● **TASK TO CARRY OUT**:
Every line of the data that contains the string "highway" must be copied.

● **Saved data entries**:
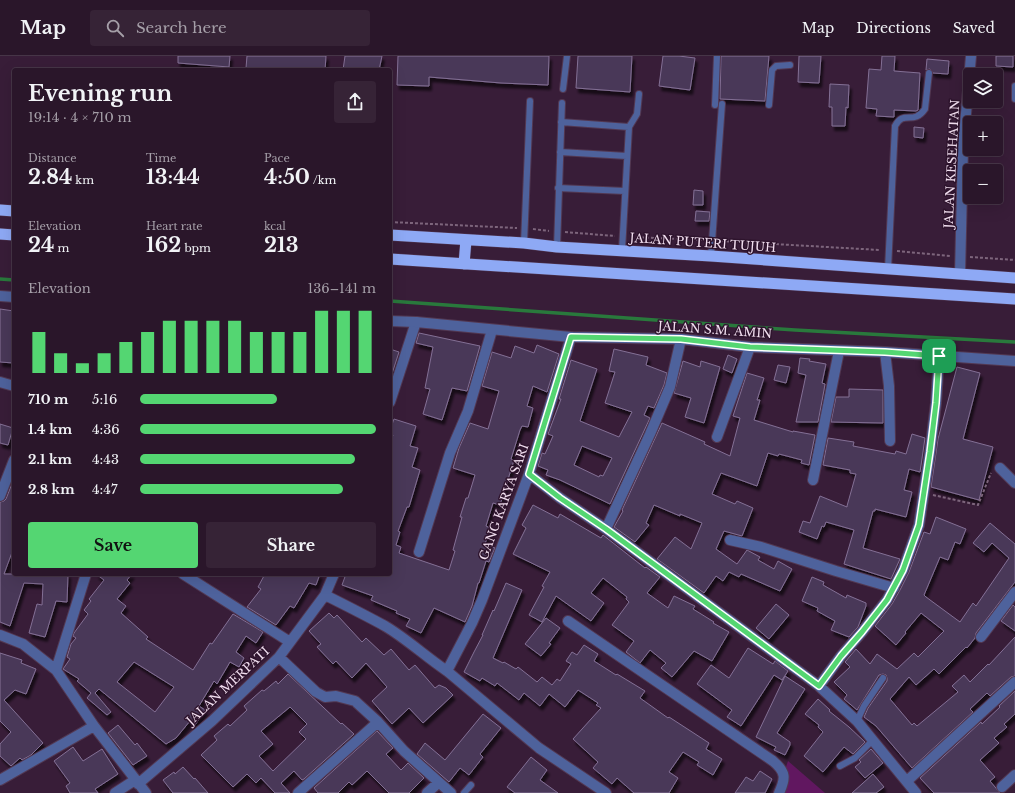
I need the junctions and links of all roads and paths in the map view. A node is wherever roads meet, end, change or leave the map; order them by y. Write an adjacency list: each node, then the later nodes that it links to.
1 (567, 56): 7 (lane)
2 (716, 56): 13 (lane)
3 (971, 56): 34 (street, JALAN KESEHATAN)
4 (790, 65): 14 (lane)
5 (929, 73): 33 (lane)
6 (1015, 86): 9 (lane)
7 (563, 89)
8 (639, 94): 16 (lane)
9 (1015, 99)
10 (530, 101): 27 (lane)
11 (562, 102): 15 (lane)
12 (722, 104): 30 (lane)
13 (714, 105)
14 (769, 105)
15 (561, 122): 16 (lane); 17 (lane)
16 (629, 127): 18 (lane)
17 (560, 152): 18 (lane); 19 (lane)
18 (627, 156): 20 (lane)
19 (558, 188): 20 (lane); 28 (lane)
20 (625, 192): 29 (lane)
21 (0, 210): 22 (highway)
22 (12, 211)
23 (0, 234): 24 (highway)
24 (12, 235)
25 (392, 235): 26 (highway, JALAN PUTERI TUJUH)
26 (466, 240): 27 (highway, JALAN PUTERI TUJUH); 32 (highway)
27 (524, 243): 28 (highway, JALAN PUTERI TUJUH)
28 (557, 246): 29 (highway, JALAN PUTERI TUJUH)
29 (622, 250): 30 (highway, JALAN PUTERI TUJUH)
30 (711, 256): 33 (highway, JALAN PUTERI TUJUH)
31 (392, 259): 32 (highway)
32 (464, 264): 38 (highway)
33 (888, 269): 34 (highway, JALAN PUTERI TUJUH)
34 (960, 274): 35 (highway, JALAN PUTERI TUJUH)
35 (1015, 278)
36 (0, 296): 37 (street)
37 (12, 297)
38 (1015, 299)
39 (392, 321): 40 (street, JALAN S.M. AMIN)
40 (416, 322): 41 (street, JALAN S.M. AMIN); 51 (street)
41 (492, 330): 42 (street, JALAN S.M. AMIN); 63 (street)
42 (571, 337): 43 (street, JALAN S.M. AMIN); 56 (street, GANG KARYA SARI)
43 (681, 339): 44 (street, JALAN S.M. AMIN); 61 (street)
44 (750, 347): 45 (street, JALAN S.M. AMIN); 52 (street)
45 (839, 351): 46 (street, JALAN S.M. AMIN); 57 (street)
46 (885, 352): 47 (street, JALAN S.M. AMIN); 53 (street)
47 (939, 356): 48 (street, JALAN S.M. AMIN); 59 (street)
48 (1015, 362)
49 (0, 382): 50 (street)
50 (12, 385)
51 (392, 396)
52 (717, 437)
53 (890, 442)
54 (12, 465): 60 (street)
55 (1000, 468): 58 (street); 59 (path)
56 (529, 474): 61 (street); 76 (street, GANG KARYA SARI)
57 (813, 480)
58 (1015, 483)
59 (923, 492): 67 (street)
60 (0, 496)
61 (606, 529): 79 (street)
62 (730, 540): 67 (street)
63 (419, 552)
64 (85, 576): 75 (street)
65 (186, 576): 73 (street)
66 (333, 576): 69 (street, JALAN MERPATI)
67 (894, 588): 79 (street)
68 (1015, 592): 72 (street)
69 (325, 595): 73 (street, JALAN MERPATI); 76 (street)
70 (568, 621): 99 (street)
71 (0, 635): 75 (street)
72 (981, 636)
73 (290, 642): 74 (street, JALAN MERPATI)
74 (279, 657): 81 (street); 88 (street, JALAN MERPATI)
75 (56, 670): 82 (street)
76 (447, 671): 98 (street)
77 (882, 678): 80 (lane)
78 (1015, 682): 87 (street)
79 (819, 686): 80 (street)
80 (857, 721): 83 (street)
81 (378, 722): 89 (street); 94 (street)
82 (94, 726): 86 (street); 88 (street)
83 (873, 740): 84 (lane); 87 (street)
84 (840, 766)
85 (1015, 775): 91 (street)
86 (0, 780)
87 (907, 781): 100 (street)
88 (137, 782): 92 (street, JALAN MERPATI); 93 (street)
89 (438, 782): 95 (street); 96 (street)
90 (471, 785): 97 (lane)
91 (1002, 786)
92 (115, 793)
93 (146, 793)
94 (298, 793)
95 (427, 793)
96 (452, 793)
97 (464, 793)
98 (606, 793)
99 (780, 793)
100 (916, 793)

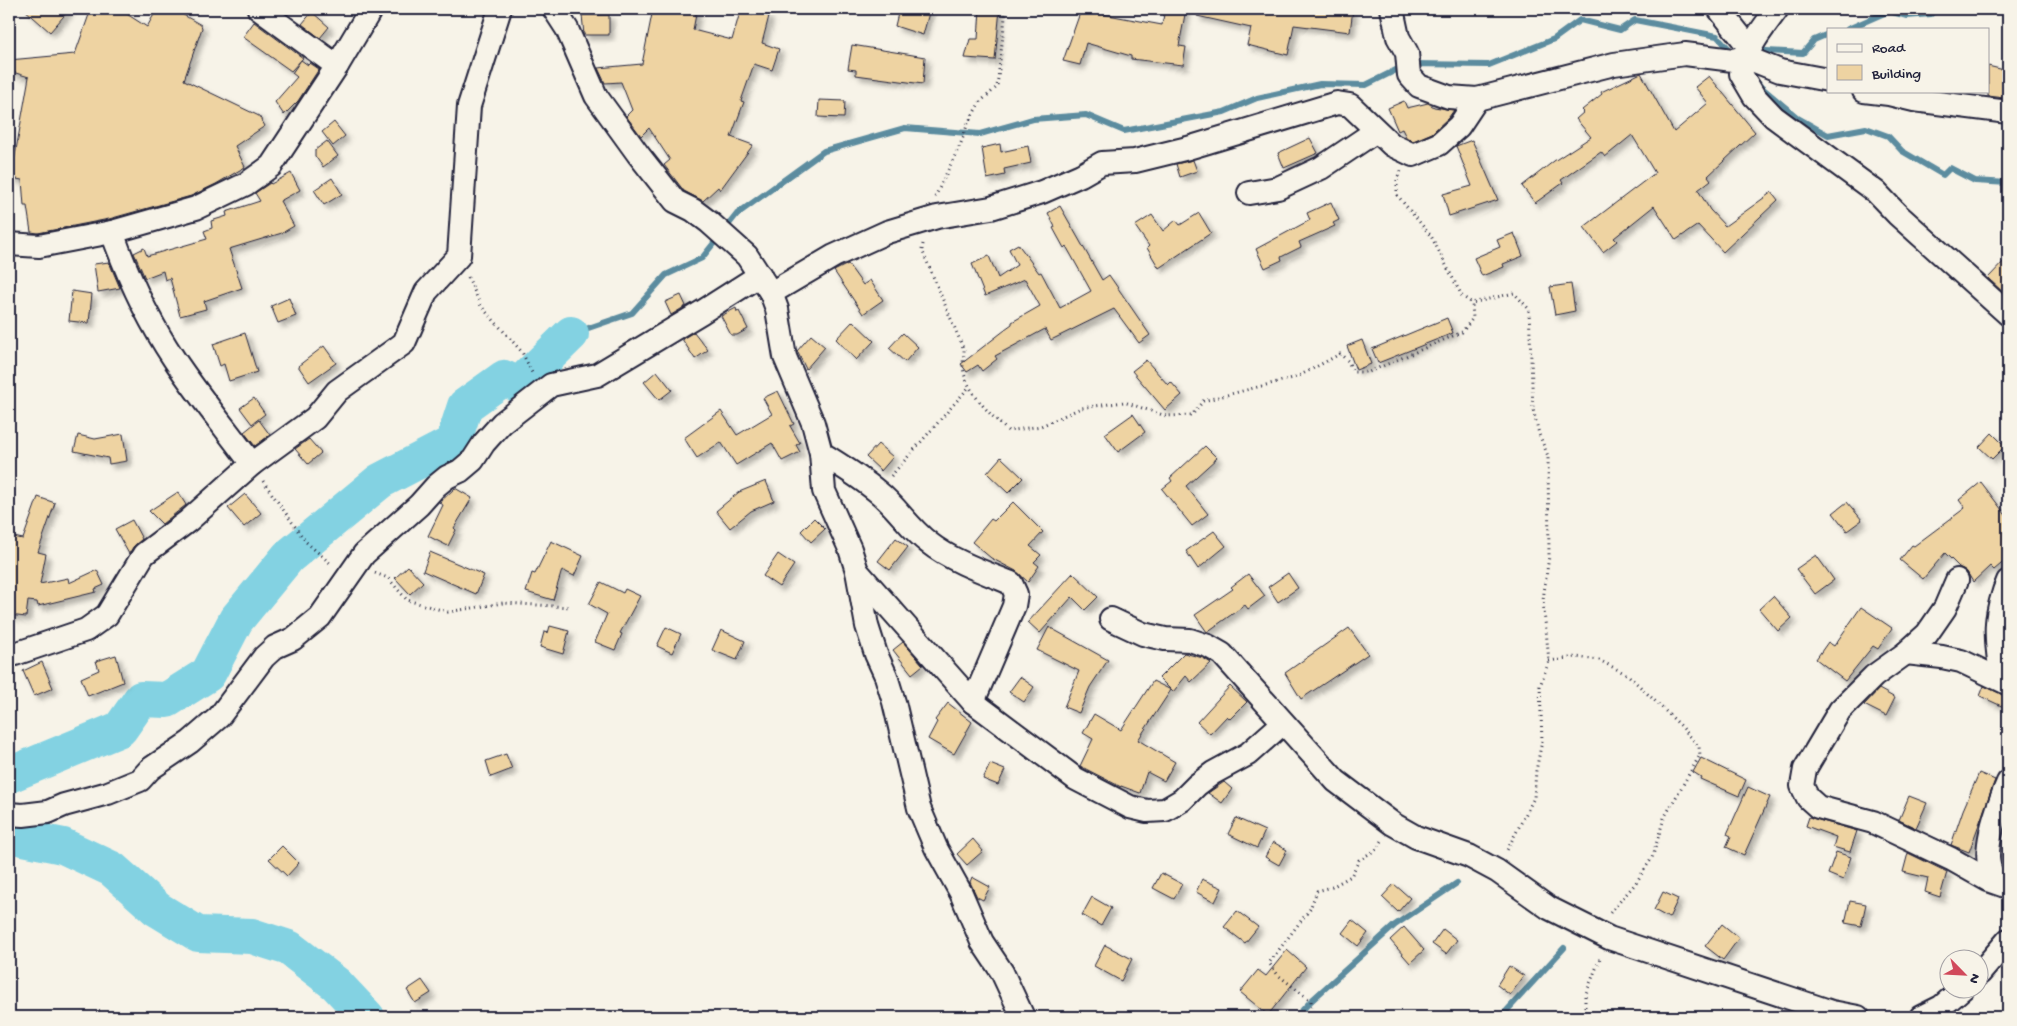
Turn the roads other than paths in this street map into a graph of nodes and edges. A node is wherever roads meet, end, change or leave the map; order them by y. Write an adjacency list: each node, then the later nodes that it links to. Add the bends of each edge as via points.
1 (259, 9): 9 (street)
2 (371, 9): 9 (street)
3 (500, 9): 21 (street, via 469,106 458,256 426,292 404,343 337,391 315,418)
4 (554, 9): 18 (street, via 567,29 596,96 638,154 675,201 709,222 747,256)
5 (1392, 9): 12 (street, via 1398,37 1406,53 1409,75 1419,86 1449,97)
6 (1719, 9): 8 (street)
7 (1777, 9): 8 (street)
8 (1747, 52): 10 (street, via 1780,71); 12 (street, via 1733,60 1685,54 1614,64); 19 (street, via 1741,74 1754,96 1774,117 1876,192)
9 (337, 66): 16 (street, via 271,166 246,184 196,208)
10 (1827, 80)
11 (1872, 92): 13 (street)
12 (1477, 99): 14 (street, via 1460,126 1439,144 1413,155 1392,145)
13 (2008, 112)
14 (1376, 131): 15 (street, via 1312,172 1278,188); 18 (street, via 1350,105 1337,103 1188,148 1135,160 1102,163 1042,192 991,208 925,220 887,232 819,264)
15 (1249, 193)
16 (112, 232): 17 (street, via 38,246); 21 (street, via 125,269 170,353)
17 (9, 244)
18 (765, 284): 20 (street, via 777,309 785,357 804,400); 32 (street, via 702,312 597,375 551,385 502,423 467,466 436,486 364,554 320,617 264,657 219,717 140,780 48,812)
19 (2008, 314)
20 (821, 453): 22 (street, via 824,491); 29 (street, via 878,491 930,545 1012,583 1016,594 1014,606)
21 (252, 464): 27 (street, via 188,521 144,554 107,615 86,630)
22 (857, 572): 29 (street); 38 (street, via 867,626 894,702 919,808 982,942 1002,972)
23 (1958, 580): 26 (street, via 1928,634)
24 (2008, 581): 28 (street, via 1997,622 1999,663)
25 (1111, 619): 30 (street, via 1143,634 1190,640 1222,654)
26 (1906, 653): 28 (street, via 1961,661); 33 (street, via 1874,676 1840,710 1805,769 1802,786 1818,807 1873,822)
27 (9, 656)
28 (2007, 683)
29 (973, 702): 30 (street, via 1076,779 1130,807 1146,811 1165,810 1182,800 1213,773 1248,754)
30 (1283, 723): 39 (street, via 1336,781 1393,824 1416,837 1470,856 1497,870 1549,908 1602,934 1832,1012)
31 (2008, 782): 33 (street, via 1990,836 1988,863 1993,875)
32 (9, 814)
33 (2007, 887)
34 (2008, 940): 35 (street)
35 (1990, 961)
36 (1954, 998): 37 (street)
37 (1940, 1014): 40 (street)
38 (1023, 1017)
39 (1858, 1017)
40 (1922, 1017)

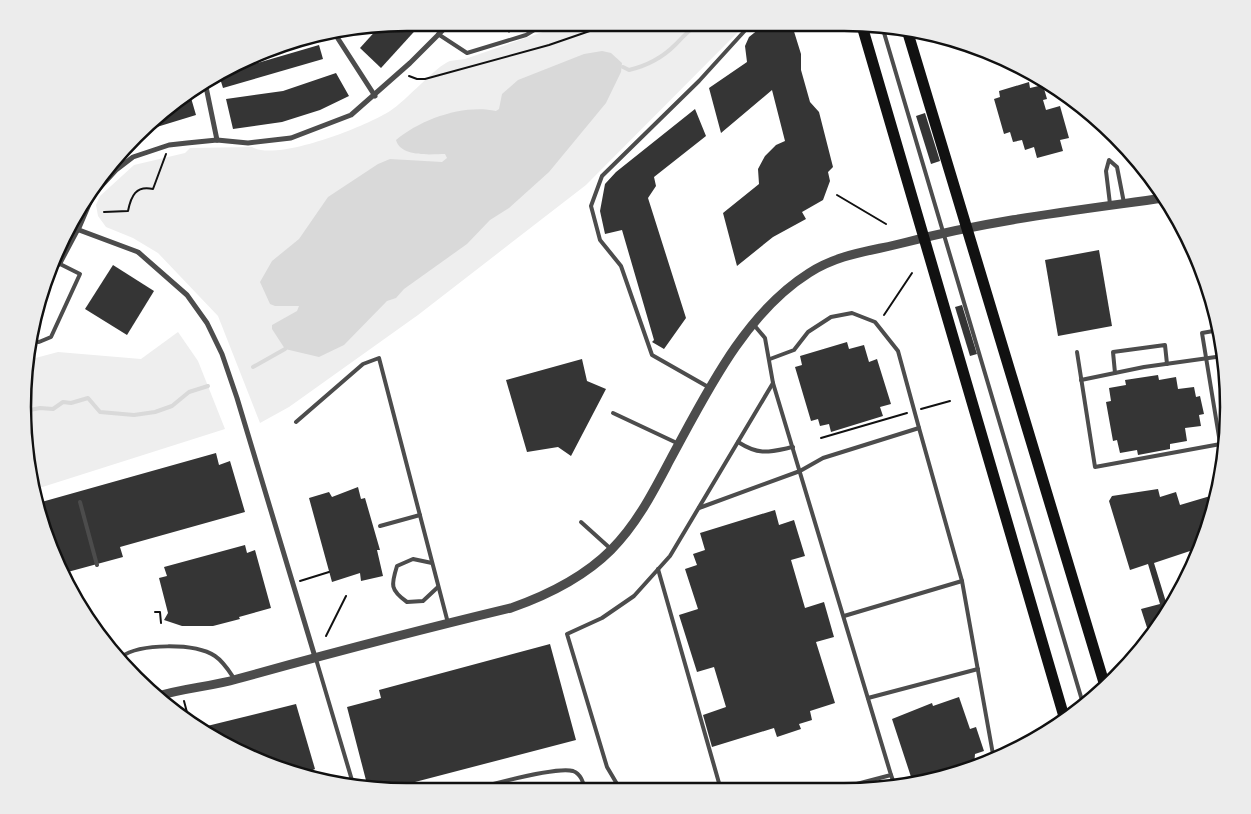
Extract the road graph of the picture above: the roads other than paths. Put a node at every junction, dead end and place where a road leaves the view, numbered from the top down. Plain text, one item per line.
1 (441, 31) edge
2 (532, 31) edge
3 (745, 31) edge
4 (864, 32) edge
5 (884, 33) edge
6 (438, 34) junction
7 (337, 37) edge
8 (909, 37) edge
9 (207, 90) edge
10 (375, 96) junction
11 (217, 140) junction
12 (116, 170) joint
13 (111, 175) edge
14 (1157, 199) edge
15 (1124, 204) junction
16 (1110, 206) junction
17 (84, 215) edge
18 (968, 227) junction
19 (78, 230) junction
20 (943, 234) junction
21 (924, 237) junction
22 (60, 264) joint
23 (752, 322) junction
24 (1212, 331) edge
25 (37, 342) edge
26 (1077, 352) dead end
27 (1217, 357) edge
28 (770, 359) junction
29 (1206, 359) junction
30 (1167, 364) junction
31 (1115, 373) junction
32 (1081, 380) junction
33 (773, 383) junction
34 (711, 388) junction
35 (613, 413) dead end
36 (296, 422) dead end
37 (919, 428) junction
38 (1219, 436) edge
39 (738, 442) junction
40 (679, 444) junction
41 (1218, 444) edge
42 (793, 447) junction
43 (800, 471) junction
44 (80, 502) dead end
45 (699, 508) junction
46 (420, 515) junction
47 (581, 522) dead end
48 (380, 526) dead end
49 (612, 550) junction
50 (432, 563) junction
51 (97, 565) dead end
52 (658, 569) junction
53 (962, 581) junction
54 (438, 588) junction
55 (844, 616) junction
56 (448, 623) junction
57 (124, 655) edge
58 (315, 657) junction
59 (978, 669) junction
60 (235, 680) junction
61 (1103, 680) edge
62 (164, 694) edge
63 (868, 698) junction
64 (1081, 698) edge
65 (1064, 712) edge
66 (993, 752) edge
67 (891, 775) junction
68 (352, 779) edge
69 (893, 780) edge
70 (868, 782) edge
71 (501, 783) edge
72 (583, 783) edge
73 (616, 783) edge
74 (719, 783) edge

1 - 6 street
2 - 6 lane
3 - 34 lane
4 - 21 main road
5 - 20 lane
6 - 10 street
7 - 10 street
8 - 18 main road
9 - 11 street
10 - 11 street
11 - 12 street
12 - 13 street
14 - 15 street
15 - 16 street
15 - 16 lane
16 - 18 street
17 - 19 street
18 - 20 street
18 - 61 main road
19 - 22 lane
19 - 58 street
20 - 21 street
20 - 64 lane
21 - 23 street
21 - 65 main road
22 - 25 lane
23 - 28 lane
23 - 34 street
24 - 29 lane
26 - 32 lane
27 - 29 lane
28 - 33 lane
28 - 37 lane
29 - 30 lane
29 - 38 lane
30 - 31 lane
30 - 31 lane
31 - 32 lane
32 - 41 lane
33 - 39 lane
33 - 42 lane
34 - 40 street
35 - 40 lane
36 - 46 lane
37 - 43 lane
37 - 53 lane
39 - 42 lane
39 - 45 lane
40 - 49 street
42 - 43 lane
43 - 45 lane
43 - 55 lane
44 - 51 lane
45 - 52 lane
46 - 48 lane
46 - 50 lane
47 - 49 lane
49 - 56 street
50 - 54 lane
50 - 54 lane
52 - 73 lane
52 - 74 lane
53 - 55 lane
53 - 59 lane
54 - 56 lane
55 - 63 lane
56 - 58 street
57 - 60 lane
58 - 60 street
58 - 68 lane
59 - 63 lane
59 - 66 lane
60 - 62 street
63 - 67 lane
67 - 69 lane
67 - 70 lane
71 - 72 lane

● **TASK RESULT**:
21 (0, 210): 22 (highway)
23 (0, 234): 24 (highway)
25 (392, 235): 26 (highway, JALAN PUTERI TUJUH)
26 (466, 240): 27 (highway, JALAN PUTERI TUJUH); 32 (highway)
27 (524, 243): 28 (highway, JALAN PUTERI TUJUH)
28 (557, 246): 29 (highway, JALAN PUTERI TUJUH)
29 (622, 250): 30 (highway, JALAN PUTERI TUJUH)
30 (711, 256): 33 (highway, JALAN PUTERI TUJUH)
31 (392, 259): 32 (highway)
32 (464, 264): 38 (highway)
33 (888, 269): 34 (highway, JALAN PUTERI TUJUH)
34 (960, 274): 35 (highway, JALAN PUTERI TUJUH)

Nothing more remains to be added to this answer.